От случая к случаю чинились то там, то тут главнейшие железнодорожные магистрали, мосты, станции, и транспорт понемногу приводился в порядок. Это давало возможность подвозить продукты и товары. Но восстановление транспорта продолжалось еще долго. Поезда, состоящие из почти пришедших в негодность вагонов, отправлялись на заводы для ремонта. Еще в 1924 году я видел, подъезжая к станции Минеральные Воды, десятки сгоревших паровозов, лежавших под откосом, и сотни исковерканных пассажирских и товарных вагонов, заполнявших многие километры запасных путей.

Той же участи подвергались сотни громадных цистерн из-под бензина, нефти, керосина и минеральных масел. И таких железнодорожных кладбищ были сотни, точно так же, как на Волге, Оке, Каме, Белой, Чусовой, на Днепре и Дону целые затоны были забиты сгоревшими и затонувшими товарными и пассажирскими пароходами, буксирами, баржами, нефтеналивными судами, танкерами и другими судами. Убытки были неисчислимые. Восстанавливать все это было трудно, так как не хватало ни рабочей силы, ни обмундирования, ни обслуживающего персонала.

Владимир Ильич отдавал много сил и времени делу восстановления транспорта, которое под его руководством еще при его жизни во многом осуществилось.

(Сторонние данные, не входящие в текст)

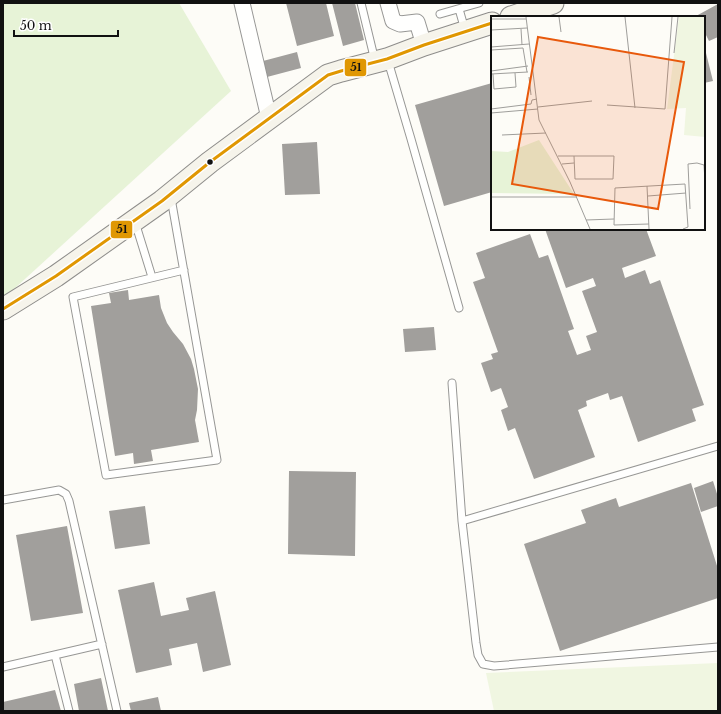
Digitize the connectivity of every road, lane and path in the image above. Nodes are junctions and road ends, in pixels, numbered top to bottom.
1 (242, 3) edge
2 (361, 3) edge
3 (388, 3) edge
4 (479, 3) edge
5 (551, 3) edge
6 (459, 9) junction
7 (440, 14) dead end
8 (514, 16) edge
9 (491, 23) edge
10 (465, 32) junction
11 (424, 45) junction
12 (381, 60) junction
13 (269, 118) junction
14 (170, 194) junction
15 (135, 220) junction
16 (184, 270) junction
17 (152, 277) junction
18 (459, 308) dead end
19 (3, 309) edge
20 (452, 383) dead end
21 (718, 446) edge
22 (3, 500) edge
23 (462, 521) junction
24 (102, 644) junction
25 (718, 647) edge
26 (55, 655) junction
27 (3, 666) edge
28 (69, 711) edge
29 (117, 711) edge

1 - 13 street
2 - 12 lane
3 - 11 street
4 - 6 lane
5 - 8 street
6 - 7 lane
6 - 10 lane
9 - 10 street
10 - 11 street
11 - 12 street
12 - 13 street
12 - 18 lane
13 - 14 street
14 - 15 street
14 - 16 lane
15 - 17 lane
15 - 19 street
16 - 17 lane
16 - 17 lane
20 - 23 lane
21 - 23 lane
22 - 24 lane
23 - 25 lane
24 - 26 lane
24 - 29 lane
26 - 27 lane
26 - 28 lane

ЖЕЛЕЗНЫЙ НАРКОМ ПУТЕЙ СООБЩЕНИЯ

Несмотря на все старания и заботы со стороны Владимира Ильича, несмотря на все совещания и постановления Совнаркома и Совета Труда и Обороны, транспорт, то улучшаясь, то ухудшаясь, все-таки все время хромал на обе ноги. Нужны были какие-то чрезвычайные меры для приведения его в полный порядок. Нужен был человек, который обладал бы железной волей, был бы достаточно опытен в администрировании, авторитетен среди рабочих масс, тверд в проведении всех мер и принятых решений в жизнь, имел бы достаточный опыт в борьбе с саботажем, вредительством и прямым хулиганством, нередко в то время проявлявшимися на линиях железных дорог. Владимир Ильич долго присматривался, кому именно дать особые полномочия по НКПС. Ни один из бывших четырех наркомов не удовлетворял его. Он не видел в них достаточной решимости в тех случаях, когда, как говорил он, нужно «там речей не тратить по-пустому, где нужно власть употребить»1.

—   Немедленно просите Дзержинского приехать ко мне,— сказал Владимир Ильич после одного из очередных скандалов на железных дорогах, когда снова не было выполнено очень важное распоряжение правительства.

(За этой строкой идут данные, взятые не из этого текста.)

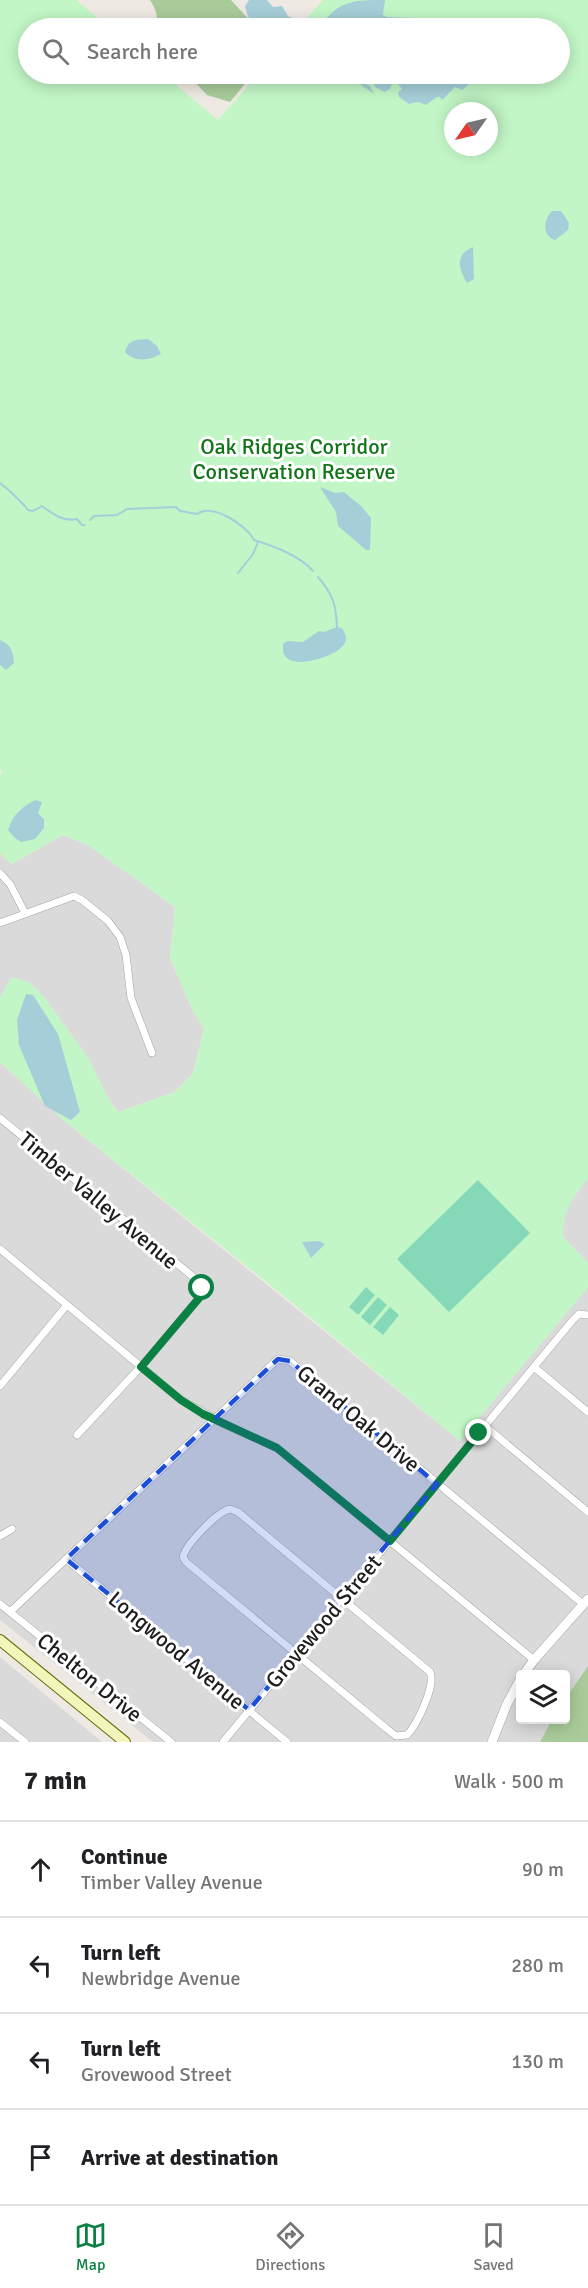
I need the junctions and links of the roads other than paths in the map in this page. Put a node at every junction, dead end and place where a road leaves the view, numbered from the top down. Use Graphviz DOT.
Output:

Видно было, что чаша терпения переполнилась и Владимир Ильич переходит к решительным действиям.

Феликс Эдмундович очень быстро приехал из ВЧК.

—     Вам придется взяться за наркомство по НКПС,— сказал Владимир Ильич, как всегда ласково и дружественно здороваясь с Дзержинским, которого он очень ценил и уважал.

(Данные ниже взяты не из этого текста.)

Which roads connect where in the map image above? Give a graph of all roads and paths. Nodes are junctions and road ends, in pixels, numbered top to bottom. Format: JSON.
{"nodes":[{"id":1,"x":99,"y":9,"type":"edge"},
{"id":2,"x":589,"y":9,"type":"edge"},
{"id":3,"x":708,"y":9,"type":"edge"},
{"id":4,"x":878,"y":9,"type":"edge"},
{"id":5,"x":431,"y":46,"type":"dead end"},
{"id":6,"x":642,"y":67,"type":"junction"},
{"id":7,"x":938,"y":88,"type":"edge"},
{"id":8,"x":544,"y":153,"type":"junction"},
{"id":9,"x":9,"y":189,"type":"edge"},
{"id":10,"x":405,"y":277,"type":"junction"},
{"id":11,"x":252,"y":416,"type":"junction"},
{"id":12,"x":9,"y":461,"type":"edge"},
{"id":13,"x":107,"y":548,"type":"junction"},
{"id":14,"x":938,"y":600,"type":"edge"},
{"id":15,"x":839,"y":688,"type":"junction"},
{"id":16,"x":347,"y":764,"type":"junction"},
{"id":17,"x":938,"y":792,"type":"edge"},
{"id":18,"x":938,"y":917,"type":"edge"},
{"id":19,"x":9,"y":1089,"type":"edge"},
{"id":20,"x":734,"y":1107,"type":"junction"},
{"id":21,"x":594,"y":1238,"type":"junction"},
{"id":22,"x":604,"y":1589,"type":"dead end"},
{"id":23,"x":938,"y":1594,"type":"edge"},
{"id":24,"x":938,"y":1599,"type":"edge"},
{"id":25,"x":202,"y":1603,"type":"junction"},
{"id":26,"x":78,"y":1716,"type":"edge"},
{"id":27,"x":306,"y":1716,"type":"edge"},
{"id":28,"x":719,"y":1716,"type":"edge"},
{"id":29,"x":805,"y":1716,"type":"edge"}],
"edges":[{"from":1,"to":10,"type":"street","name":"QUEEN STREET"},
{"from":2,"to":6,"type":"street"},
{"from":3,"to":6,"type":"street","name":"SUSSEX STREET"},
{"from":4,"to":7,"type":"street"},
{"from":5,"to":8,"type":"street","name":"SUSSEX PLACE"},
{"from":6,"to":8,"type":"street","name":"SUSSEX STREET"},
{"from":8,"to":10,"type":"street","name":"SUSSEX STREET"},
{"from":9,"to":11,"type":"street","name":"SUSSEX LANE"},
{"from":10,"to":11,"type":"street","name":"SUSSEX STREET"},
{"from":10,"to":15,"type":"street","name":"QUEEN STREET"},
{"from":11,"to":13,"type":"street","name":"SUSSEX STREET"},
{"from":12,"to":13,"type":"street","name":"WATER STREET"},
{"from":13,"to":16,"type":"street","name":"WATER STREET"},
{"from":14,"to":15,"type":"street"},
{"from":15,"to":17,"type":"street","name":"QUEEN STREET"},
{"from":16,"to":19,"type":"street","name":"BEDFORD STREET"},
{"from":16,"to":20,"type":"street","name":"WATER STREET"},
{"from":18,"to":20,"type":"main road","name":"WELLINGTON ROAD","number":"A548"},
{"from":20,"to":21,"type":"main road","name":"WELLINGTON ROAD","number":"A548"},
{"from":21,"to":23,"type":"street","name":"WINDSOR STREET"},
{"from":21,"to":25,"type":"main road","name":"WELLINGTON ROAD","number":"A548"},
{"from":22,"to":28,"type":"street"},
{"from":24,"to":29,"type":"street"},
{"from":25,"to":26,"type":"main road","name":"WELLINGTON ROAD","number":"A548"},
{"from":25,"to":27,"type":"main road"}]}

—     Что случилось, Владимир Ильич? Почему я должен быть наркомом железных дорог?

И тут же завязалась беседа.

К сведениям, имевшимся у Владимира Ильича, Дзержинский прибавил еще новые, только что полученные и проверенные,— о проявлениях саботажа на железных дорогах, об образовавшихся группах бывших дельцов железнодорожного мира, желавших мешать и всячески вредить налаживанию работы на транспорте.

Владимиру Ильичу не пришлось уговаривать Дзержинского. Феликс Эдмундович прекрасно понял с двух слов всю необходимость его работы на транспорте и тут же наметил главнейшие вехи и отправные пункты реорганизации Управления железными дорогами, сказав, что через три дня он представит Владимиру Ильичу необходимые сведения.

—     Главное, надо найти больших ответственных специалистов,— сказал он.— Невзирая на их политические взгляды, лишь бы честно работали.

—     Вот это правильно,— подтвердил Владимир Ильич.— Без хорошо знающих специалистов на транспорте — как и везде — мы не обойдемся...

—     Заготовьте текст декрета о назначении Дзержинского наркомом НКПС,— сказал он мне,— мы подпишем его экстренно, опросом. Все бумаги о транспорте направляйте сейчас же Феликсу Эдмундовичу.

Это было в Кремле, в кабинете Председателя Совета Народных Комиссаров.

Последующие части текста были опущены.